Suara.com - Menteri Koordinator bidang Politik, Hukum dan Keamanan (Menko Polhukam) Mahfud MD menyebut pemerintah tengah memburu aset-aset terkait kasus korupsi Bantuan Likuiditas Bank Indonesia (BLBI) senilai Rp 108 triliun.
Hal itu didasari oleh Keputusan Presiden (Kepres) Nomor 6 Tahun 2021 tentang Satgas Penanganan Hak Tagih Negara Dana BLBI.
Mahfud mengungkapkan, kepres tersebut diterbitkan pada 6 April 2021. Di dalam kepres diperintahkan lima menteri, Jaksa Agung dan Kapolri untuk menagih aset-aset kasus korupsi BLBI
"Ditugasi mengarahkan satgas untuk melakukan penagihan dan memproses semua jaminan agar segera jadi aset negara," kata Mahfud melalui akun Twitternya @mohmahfudmd pada Kamis (8/4/2021).
Baca Juga: DPR Sesalkan SP3 BLBI Dilakukan saat Tersangka In Absentia dan Masih Buron
Mahfud lantas menerangkan kepres itu menjadi buntut dari keputusan Komisi Pemberantasan Korupsi (KPK) yang mengeluarkan Surat Penghentian Penyidikan dan Penuntutan atau SP3 untuk kasus BLBI. Ia menyadari kalau keputusan KPK itu memancing kekisruhan.
"Rilis SP3 oleh KPK untuk Samsul Nursalim dan Itjih dalan kasus BLBI, konpres KPK tanggal 1/4/21 memancing riuh. SP3 itu adalah konsekuensi dari vonis MA bahwa kasus itu bukan pidana," ujarnya.
KPK disebutkan Mahfud sempat mengajukan PK atas vonis MA yang membebaskan tersangka Syafruddin Arsyad Temenggung selaku Ketua BPPN pada 9 Juli 2019. Namun PK itu ditolak MA.
Syafruddin bersama tersangka lainnya yakni Sjamsul Nursalim selaku pemegang saham Pengendali Bank Dagang Nasional Indonesia (BDNI) dan Itjih Nursalim akhirnya bebas dari status tersangka.
Karena MA sudah memvonis kalau kasus BLBI itu tidak masuk ke dalam hukum pidana, maka pemerintah menindaklanjutinya dengan mencari aset-aset kasus tersebut untuk dikembalikan ke kas negara.

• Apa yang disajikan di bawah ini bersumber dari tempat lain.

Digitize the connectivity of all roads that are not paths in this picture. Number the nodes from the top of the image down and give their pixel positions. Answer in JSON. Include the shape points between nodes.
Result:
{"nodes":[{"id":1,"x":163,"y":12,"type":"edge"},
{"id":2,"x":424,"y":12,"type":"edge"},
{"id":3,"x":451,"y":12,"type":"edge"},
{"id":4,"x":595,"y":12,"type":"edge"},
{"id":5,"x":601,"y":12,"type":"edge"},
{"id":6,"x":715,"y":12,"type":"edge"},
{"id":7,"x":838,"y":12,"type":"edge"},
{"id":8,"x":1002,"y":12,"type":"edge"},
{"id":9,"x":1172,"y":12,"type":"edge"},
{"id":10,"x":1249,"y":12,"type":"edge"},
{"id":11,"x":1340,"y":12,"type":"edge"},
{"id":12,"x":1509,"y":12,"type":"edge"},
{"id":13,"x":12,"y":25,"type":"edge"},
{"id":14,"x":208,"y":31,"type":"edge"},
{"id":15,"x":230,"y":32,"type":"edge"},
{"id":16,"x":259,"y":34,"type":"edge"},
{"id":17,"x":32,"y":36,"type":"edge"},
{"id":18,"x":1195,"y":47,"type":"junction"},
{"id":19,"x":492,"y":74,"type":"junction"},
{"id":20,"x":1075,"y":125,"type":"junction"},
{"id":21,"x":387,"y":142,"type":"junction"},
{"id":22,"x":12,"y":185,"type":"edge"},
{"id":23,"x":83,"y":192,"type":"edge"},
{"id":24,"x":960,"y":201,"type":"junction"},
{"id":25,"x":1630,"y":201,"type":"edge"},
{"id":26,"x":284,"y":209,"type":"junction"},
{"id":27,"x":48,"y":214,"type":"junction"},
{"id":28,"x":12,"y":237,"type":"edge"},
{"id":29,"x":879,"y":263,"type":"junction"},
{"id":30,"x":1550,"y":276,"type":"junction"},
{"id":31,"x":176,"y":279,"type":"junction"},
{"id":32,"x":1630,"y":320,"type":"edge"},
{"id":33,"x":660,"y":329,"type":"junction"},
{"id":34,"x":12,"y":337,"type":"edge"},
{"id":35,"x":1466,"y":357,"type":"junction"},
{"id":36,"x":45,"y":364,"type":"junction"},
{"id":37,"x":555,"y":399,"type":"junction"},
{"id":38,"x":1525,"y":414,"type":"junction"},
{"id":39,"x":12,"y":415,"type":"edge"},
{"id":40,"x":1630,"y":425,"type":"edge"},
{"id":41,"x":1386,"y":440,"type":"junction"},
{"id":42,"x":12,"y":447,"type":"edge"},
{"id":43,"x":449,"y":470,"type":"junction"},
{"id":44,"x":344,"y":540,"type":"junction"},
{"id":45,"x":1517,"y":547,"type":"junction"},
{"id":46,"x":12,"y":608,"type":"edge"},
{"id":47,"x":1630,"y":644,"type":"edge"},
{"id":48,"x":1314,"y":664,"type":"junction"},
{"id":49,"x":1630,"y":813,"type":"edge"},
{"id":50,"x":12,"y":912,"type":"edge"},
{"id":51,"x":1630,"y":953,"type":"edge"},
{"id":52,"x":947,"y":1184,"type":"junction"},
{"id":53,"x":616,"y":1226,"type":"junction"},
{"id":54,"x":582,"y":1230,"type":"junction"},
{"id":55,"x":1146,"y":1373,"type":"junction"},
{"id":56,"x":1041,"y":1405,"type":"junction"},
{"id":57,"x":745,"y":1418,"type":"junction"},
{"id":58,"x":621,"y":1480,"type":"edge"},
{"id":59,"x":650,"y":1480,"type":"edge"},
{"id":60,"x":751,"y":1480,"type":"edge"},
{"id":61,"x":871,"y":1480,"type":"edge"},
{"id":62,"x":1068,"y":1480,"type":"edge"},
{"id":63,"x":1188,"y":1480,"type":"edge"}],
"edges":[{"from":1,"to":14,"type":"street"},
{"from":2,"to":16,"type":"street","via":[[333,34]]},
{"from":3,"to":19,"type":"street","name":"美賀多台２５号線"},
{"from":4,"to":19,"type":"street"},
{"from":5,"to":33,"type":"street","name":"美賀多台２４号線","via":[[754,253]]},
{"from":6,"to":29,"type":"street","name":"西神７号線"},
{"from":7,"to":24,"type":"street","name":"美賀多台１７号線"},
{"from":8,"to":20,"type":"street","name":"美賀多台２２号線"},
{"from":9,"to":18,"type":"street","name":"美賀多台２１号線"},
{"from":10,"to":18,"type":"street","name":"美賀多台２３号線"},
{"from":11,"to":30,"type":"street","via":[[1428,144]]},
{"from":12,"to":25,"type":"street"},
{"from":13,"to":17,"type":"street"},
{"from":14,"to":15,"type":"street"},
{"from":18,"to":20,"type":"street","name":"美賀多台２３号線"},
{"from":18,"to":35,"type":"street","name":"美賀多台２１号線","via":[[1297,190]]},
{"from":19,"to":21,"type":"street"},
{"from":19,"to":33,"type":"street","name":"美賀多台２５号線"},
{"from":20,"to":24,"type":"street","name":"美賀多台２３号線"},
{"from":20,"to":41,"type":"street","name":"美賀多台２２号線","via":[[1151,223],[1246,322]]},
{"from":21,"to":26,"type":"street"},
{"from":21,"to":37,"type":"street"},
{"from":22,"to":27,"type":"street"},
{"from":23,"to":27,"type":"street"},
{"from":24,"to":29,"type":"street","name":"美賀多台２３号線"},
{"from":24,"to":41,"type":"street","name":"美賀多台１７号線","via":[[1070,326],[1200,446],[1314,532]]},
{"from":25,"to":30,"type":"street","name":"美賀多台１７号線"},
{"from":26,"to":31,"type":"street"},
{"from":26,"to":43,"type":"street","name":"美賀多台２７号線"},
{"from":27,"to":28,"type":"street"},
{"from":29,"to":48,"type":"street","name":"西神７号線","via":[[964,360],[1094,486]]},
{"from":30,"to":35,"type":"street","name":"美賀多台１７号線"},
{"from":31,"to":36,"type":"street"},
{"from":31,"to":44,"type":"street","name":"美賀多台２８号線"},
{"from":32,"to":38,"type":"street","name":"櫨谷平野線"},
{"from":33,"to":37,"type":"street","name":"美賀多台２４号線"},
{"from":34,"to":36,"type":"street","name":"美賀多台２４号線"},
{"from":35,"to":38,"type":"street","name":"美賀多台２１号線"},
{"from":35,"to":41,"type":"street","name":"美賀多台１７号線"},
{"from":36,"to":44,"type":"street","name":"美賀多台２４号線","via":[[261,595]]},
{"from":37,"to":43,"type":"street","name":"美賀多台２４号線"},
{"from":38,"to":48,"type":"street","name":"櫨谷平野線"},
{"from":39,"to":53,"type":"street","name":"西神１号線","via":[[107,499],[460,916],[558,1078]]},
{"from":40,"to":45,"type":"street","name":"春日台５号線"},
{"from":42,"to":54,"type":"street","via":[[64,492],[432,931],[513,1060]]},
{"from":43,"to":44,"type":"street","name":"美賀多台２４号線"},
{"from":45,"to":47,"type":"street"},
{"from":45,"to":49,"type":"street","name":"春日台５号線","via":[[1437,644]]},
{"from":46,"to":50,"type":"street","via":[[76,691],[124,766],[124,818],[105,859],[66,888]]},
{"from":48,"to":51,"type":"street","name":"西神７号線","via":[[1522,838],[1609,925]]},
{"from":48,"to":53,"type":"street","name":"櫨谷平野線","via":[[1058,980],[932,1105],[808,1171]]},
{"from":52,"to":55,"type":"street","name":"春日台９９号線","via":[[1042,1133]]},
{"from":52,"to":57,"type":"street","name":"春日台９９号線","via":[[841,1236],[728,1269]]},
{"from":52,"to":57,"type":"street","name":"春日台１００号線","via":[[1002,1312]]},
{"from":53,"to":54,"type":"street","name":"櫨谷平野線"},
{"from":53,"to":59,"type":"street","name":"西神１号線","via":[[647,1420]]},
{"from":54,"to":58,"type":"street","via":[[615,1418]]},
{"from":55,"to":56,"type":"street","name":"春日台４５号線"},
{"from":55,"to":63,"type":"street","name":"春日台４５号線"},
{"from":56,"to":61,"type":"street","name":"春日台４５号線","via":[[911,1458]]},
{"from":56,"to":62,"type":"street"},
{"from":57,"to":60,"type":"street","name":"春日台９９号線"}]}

Baca Juga: KPK SP3 Kasus BLBI, Mardani Ali: Kasus Korupsi e-KTP Bisa Bernasib Serupa
Sebelumnya, KPK mengeluarkan SP3 kasua korupsi BLBI pada Kamis (1/4/2021).
Adapun dua tersangka dalam kasus ini yaitu pasangan suami istri, Sjamsul Nursalim selaku pemegang saham Pengendali Bank Dagang Nasional Indonesia (BDNI) dan Itjih Nursalim.
Pasangan suami istri ini bersama Syafruddin Arsyad Temenggung selaku Ketua BPPN melakukan proses Pemenuhan Kewajiban Pemegang Saham BDNI selaku Obligor BLBI.
"Kami mengumumkan penghentian penyidikan terkait dugaan tindak pidana korupsi yang dilakukan tersangka Sjamsul Nursalim dan Itjih Ursalim," kata Wakil Ketua KPK Alexander Marwata di Gedung Merah Putih KPK, Kuningan, Jakarta Selatan.
Alexander menyebut penghentian kasus ini sudah sesuai dengan Pasal 40 Undang-Undang KPK. Sebagai bagian dari penegak hukum, maka dalam setiap penanganan perkara KPK memastikan akan selalu mematuhi aturan hukum yang berlaku.
"Penghentian penyidikan ini sebagai bagian adanya kepastian hukum dalam proses penegakan hukum sebagaimana amanat pasal 5 UU KPK, yaitu dalam menjalankan tugas dan wewenangnya KPK berasaskan pada asas kepastian hukum," ujarnya.
Sebelumnya, KPK telah menetapkan pengusaha Sjamsul dan istrinya, Itjih Nursalim sebagai tersangka kasus korupsi BLBI. Diduga, Sjamsul dan istrinya terlibat korupsi bersama bekas Kepala Badan Penyehatan Perbankan Nasional (BPPN) Syafruddin Arsyad Temenggung. Dalam kasus ini, diduga total kerugian negara mencapai Rp4,58 triliun.
Syafruddin sempat menjadi terdakwa dalam kasus tersebut. Namun, Syafruddin bebas setelah permohonan kasasi yang diajukannya dikabulkan Mahkamah Agung.